Aristotle was a Greek philosopher, a student of Plato and teacher of Alexander the Great, who lived in the fourth century, BC.  Contrary to Plato, he believed in freedom, although he was not overly fond of democracy. He preferred an ideal kingship, but recognized that few kings lived up to his ideal and that kingship typically turns into tyranny. Democracy, in his view the corrupted form of constitutional government, is not so bad a perversion as tyranny.

He was an advocate of the middle class.  He thought reason to be the way to greatest happiness and  happiness to be the ultimate good.  Morality was based, in his view, on virtues, habits or states of character in accordance with the right rule learned from childhood. Virtues include  moral virtues like courage, temperance and justice.  Other moral virtues include good temper, tact and interpersonal skills, generosity or liberality, the ability to virtuously make (or at least have) money, the magnificence of a generous man of great wealth,  and the ability to succeed in the political world of the Athenian democracy.  He views virtuous behavior as appropriate in a given situation, the mean or optimal way of behaving.  As well, Aristotle emphasized the intellectual virtues of philosophic wisdom, science, intuitive understanding, practical wisdom, and knowledge of crafts or skills.  Practical wisdom involves applying a particular to a general principle. Excellent deliberation succeeds in attaining the ends sought.  There is no conflict between success in what today we would call the economic sense and morality.  Rather, economic success would have been inconceivable to Aristotle as success were it not virtuous. 

Aristotle saw the highest virtue as a life dedicated to philosophy and thought.  But he was a realist.  He did not see money as the root of all evil. Rather, the virtues are a unity. For instance, one cannot be successful without being truthful. That is a far cry from today's post-Enlightenment world, where ethics and the ability to be successful are viewed as contradictory.

 In the final book of his Nicomachean Ethics he discusses the link between money and a life devoted to philosophical wisdom:

"But, being a man, one will also need external prosperity; for our nature is not self-sufficient for the purpose of contemplation, but our body must be healthy and must have food and other attention. Still, we must not think that the man who is to be happy will need many things or great things, merely because he cannot be supremely happy without external goods; for self-sufficiency and action do not involve excess, and we can do noble acts without ruling earth and sea; for even with moderate advantages one can act virtuously (this is manifest enough; for private persons are thought to do worthy acts no less than despots--indeed, even more); and it is enough that we should have so much as that; for the life of the man who is active in accordance with virtue will be happy.  Solon, too, was perhaps sketching well the happy man when he described him as moderately furnished with externals but as having done (as Solon thought) the noblest acts, and lived temperately;  for one can with but moderate possessions do what one ought.
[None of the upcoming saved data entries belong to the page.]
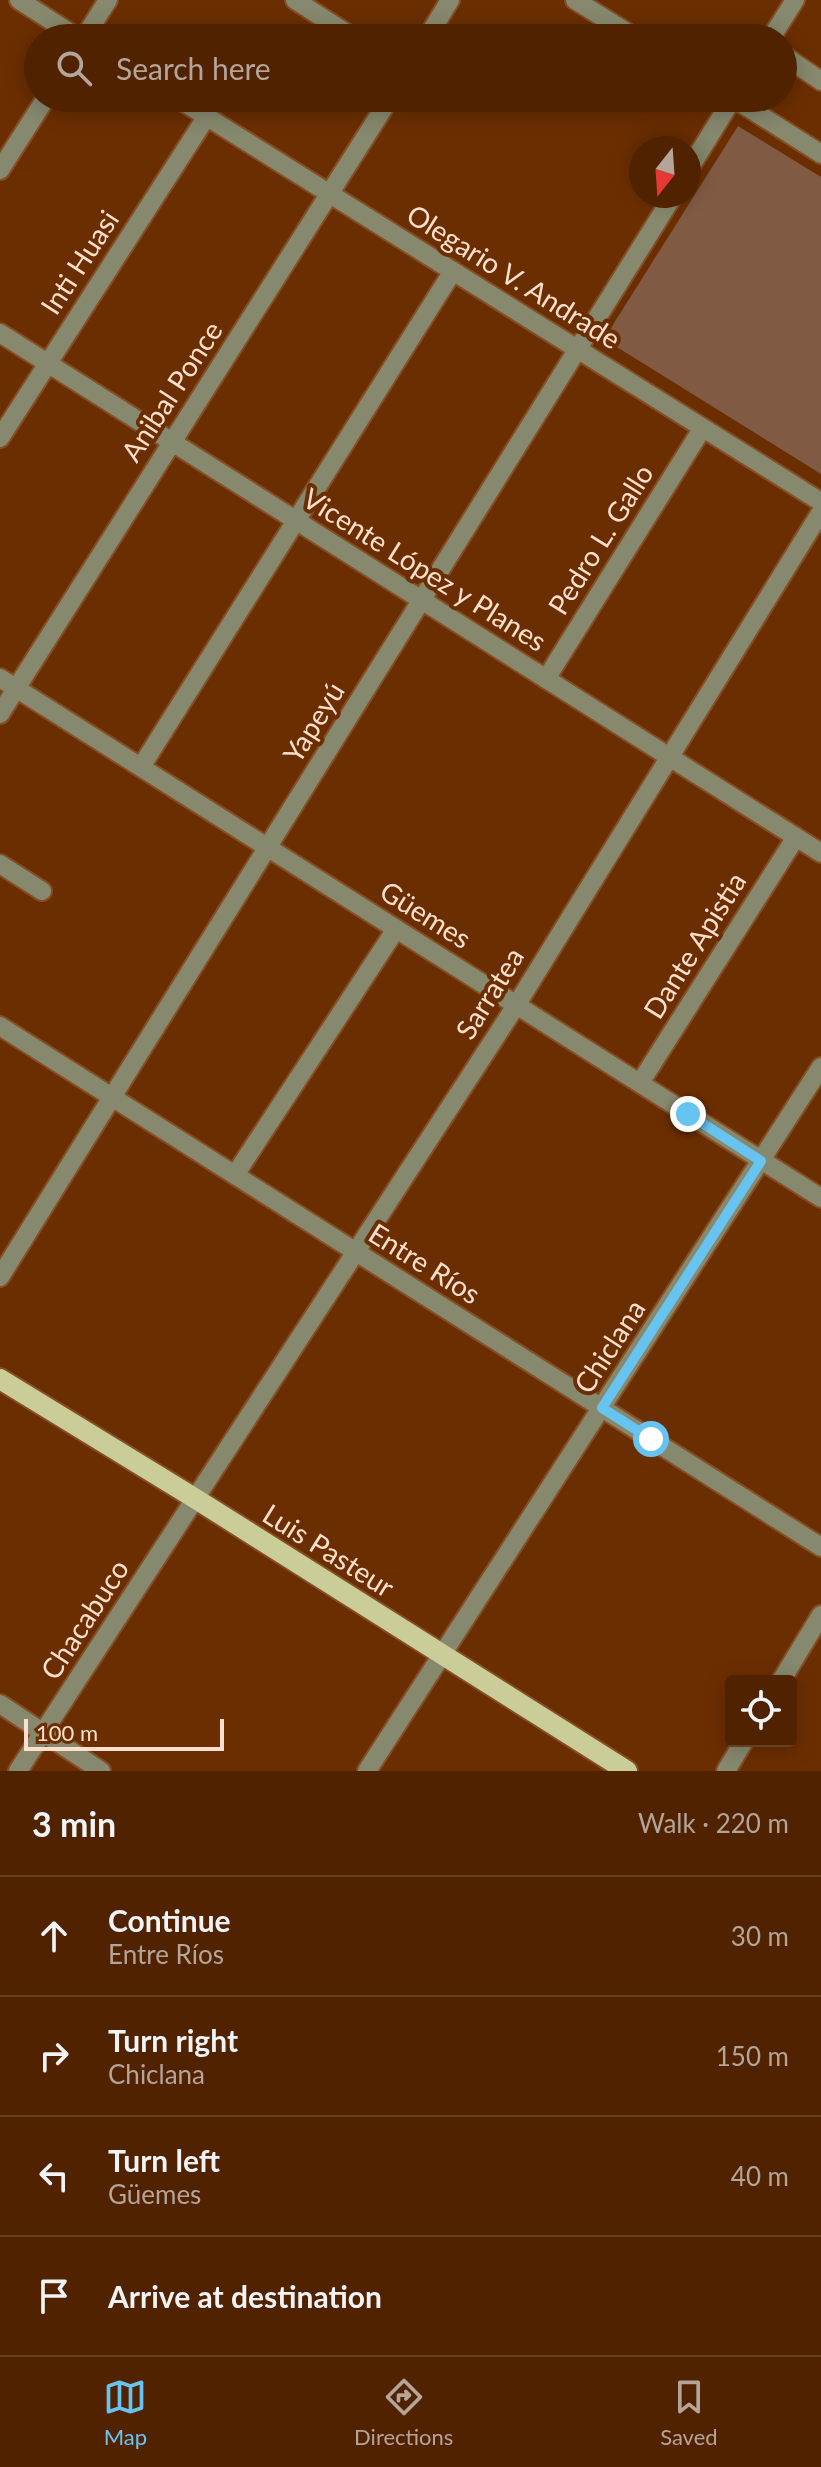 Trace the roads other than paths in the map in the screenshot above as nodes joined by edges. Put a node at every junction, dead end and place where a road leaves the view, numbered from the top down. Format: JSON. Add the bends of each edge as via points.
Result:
{"nodes":[{"id":1,"x":19,"y":0,"type":"edge"},
{"id":2,"x":108,"y":0,"type":"edge"},
{"id":3,"x":295,"y":0,"type":"edge"},
{"id":4,"x":439,"y":0,"type":"edge"},
{"id":5,"x":450,"y":0,"type":"edge"},
{"id":6,"x":575,"y":0,"type":"edge"},
{"id":7,"x":795,"y":0,"type":"edge"},
{"id":8,"x":602,"y":7,"type":"edge"},
{"id":9,"x":56,"y":24,"type":"edge"},
{"id":10,"x":93,"y":24,"type":"edge"},
{"id":11,"x":332,"y":24,"type":"edge"},
{"id":12,"x":432,"y":24,"type":"edge"},
{"id":13,"x":436,"y":24,"type":"edge"},
{"id":14,"x":621,"y":24,"type":"edge"},
{"id":15,"x":780,"y":24,"type":"edge"},
{"id":16,"x":797,"y":65,"type":"edge"},
{"id":17,"x":821,"y":81,"type":"edge"},
{"id":18,"x":37,"y":112,"type":"edge"},
{"id":19,"x":200,"y":112,"type":"edge"},
{"id":20,"x":381,"y":112,"type":"edge"},
{"id":21,"x":724,"y":112,"type":"edge"},
{"id":22,"x":755,"y":112,"type":"edge"},
{"id":23,"x":207,"y":116,"type":"junction"},
{"id":24,"x":701,"y":150,"type":"edge"},
{"id":25,"x":821,"y":154,"type":"edge"},
{"id":26,"x":0,"y":170,"type":"edge"},
{"id":27,"x":331,"y":194,"type":"junction"},
{"id":28,"x":666,"y":208,"type":"edge"},
{"id":29,"x":453,"y":271,"type":"junction"},
{"id":30,"x":0,"y":333,"type":"edge"},
{"id":31,"x":577,"y":350,"type":"junction"},
{"id":32,"x":47,"y":362,"type":"junction"},
{"id":33,"x":702,"y":429,"type":"junction"},
{"id":34,"x":0,"y":438,"type":"edge"},
{"id":35,"x":172,"y":441,"type":"junction"},
{"id":36,"x":821,"y":502,"type":"edge"},
{"id":37,"x":821,"y":512,"type":"edge"},
{"id":38,"x":296,"y":520,"type":"junction"},
{"id":39,"x":422,"y":600,"type":"junction"},
{"id":40,"x":0,"y":678,"type":"edge"},
{"id":41,"x":546,"y":679,"type":"junction"},
{"id":42,"x":16,"y":688,"type":"junction"},
{"id":43,"x":0,"y":714,"type":"edge"},
{"id":44,"x":669,"y":756,"type":"junction"},
{"id":45,"x":141,"y":767,"type":"junction"},
{"id":46,"x":796,"y":837,"type":"junction"},
{"id":47,"x":267,"y":847,"type":"junction"},
{"id":48,"x":821,"y":853,"type":"edge"},
{"id":49,"x":0,"y":864,"type":"edge"},
{"id":50,"x":42,"y":891,"type":"dead end"},
{"id":51,"x":396,"y":929,"type":"junction"},
{"id":52,"x":517,"y":1004,"type":"junction"},
{"id":53,"x":0,"y":1026,"type":"edge"},
{"id":54,"x":821,"y":1067,"type":"edge"},
{"id":55,"x":640,"y":1083,"type":"junction"},
{"id":56,"x":112,"y":1097,"type":"junction"},
{"id":57,"x":761,"y":1161,"type":"junction"},
{"id":58,"x":235,"y":1175,"type":"junction"},
{"id":59,"x":821,"y":1198,"type":"edge"},
{"id":60,"x":355,"y":1252,"type":"junction"},
{"id":61,"x":0,"y":1277,"type":"edge"},
{"id":62,"x":0,"y":1379,"type":"edge"},
{"id":63,"x":602,"y":1408,"type":"junction"},
{"id":64,"x":196,"y":1499,"type":"junction"},
{"id":65,"x":821,"y":1547,"type":"edge"},
{"id":66,"x":821,"y":1615,"type":"edge"},
{"id":67,"x":441,"y":1654,"type":"junction"},
{"id":68,"x":785,"y":1675,"type":"edge"},
{"id":69,"x":0,"y":1704,"type":"edge"},
{"id":70,"x":42,"y":1733,"type":"junction"},
{"id":71,"x":740,"y":1747,"type":"edge"},
{"id":72,"x":18,"y":1771,"type":"edge"},
{"id":73,"x":101,"y":1771,"type":"edge"},
{"id":74,"x":367,"y":1771,"type":"edge"},
{"id":75,"x":627,"y":1771,"type":"edge"},
{"id":76,"x":726,"y":1771,"type":"edge"}],
"edges":[{"from":1,"to":9,"type":"street"},
{"from":2,"to":10,"type":"street"},
{"from":3,"to":11,"type":"street"},
{"from":4,"to":12,"type":"street"},
{"from":5,"to":13,"type":"street"},
{"from":6,"to":8,"type":"street"},
{"from":7,"to":15,"type":"street"},
{"from":8,"to":14,"type":"street"},
{"from":16,"to":17,"type":"street"},
{"from":18,"to":26,"type":"street"},
{"from":19,"to":23,"type":"street","name":"Olegario V. Andrade"},
{"from":20,"to":27,"type":"street","name":"Anibal Ponce"},
{"from":21,"to":24,"type":"street"},
{"from":22,"to":25,"type":"street"},
{"from":23,"to":27,"type":"street","name":"Olegario V. Andrade"},
{"from":23,"to":32,"type":"street","name":"Inti Huasi"},
{"from":27,"to":29,"type":"street","name":"Olegario V. Andrade"},
{"from":27,"to":35,"type":"street","name":"Anibal Ponce"},
{"from":28,"to":31,"type":"street","name":"Yapeyú"},
{"from":29,"to":31,"type":"street","name":"Olegario V. Andrade"},
{"from":29,"to":38,"type":"street"},
{"from":30,"to":32,"type":"street","name":"Vicente López y Planes"},
{"from":31,"to":33,"type":"street","name":"Olegario V. Andrade"},
{"from":31,"to":39,"type":"street","name":"Yapeyú"},
{"from":32,"to":34,"type":"street","name":"Inti Huasi"},
{"from":32,"to":35,"type":"street","name":"Vicente López y Planes"},
{"from":33,"to":36,"type":"street","name":"Olegario V. Andrade"},
{"from":33,"to":41,"type":"street","name":"Pedro L. Gallo"},
{"from":35,"to":38,"type":"street","name":"Vicente López y Planes"},
{"from":35,"to":42,"type":"street","name":"Anibal Ponce"},
{"from":37,"to":44,"type":"street","name":"Sarratea"},
{"from":38,"to":39,"type":"street","name":"Vicente López y Planes"},
{"from":38,"to":45,"type":"street"},
{"from":39,"to":41,"type":"street","name":"Vicente López y Planes"},
{"from":39,"to":47,"type":"street","name":"Yapeyú"},
{"from":40,"to":42,"type":"street","name":"Güemes"},
{"from":41,"to":44,"type":"street","name":"Vicente López y Planes"},
{"from":42,"to":43,"type":"street","name":"Anibal Ponce"},
{"from":42,"to":45,"type":"street","name":"Güemes"},
{"from":44,"to":46,"type":"street","name":"Vicente López y Planes"},
{"from":44,"to":52,"type":"street","name":"Sarratea"},
{"from":45,"to":47,"type":"street","name":"Güemes"},
{"from":46,"to":48,"type":"street","name":"Vicente López y Planes"},
{"from":46,"to":55,"type":"street","name":"Dante Apistia"},
{"from":47,"to":51,"type":"street","name":"Güemes"},
{"from":47,"to":56,"type":"street","name":"Yapeyú"},
{"from":49,"to":50,"type":"street"},
{"from":51,"to":52,"type":"street","name":"Güemes"},
{"from":51,"to":58,"type":"street"},
{"from":52,"to":55,"type":"street","name":"Güemes"},
{"from":52,"to":60,"type":"street","name":"Sarratea"},
{"from":53,"to":56,"type":"street","name":"Entre Ríos"},
{"from":54,"to":57,"type":"street","name":"Chiclana"},
{"from":55,"to":57,"type":"street","name":"Güemes"},
{"from":56,"to":58,"type":"street","name":"Entre Ríos"},
{"from":56,"to":61,"type":"street","name":"Yapeyú"},
{"from":57,"to":59,"type":"street","name":"Güemes"},
{"from":57,"to":63,"type":"street","name":"Chiclana"},
{"from":58,"to":60,"type":"street","name":"Entre Ríos"},
{"from":60,"to":63,"type":"street","name":"Entre Ríos"},
{"from":60,"to":64,"type":"street","name":"Sarratea"},
{"from":62,"to":64,"type":"main road","name":"Luis Pasteur"},
{"from":63,"to":65,"type":"street","name":"Entre Ríos"},
{"from":63,"to":67,"type":"street","name":"Chiclana"},
{"from":64,"to":67,"type":"main road","name":"Luis Pasteur"},
{"from":64,"to":70,"type":"street","name":"Chacabuco"},
{"from":66,"to":68,"type":"street"},
{"from":67,"to":74,"type":"street","name":"Chiclana"},
{"from":67,"to":75,"type":"main road","name":"Luis Pasteur"},
{"from":69,"to":70,"type":"street"},
{"from":70,"to":72,"type":"street","name":"Chacabuco"},
{"from":70,"to":73,"type":"street"},
{"from":71,"to":76,"type":"street"}]}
Anaxagoras also seems to have supposed the happy man not to be rich nor a despot, when he said that he would not be surprised if the happy man were to seem to most people a strange person; for they judge by externals, since externals are all they perceive. The opinions of the wise seem, then, to harmonize with our arguments.  But while even such things carry some conviction, the truth in practical matters is discerned from the facts of life, and if it harmonizes with the facts we must accept it, but if it clashes with them we must suppose it to be mere theory.  Now he who exercises his reason and cultivates it seems to be both in the best state of mind and most dear to the gods. For if the gods have any care for human affairs, as they are thought to have, it would be reasonable both that they should delight in that which was best and most akin to them...And that all these attributes belong most of all to the philosopher is manifest. He therefore, is dearest to the gods. And he who is that will presumably be the happiest..."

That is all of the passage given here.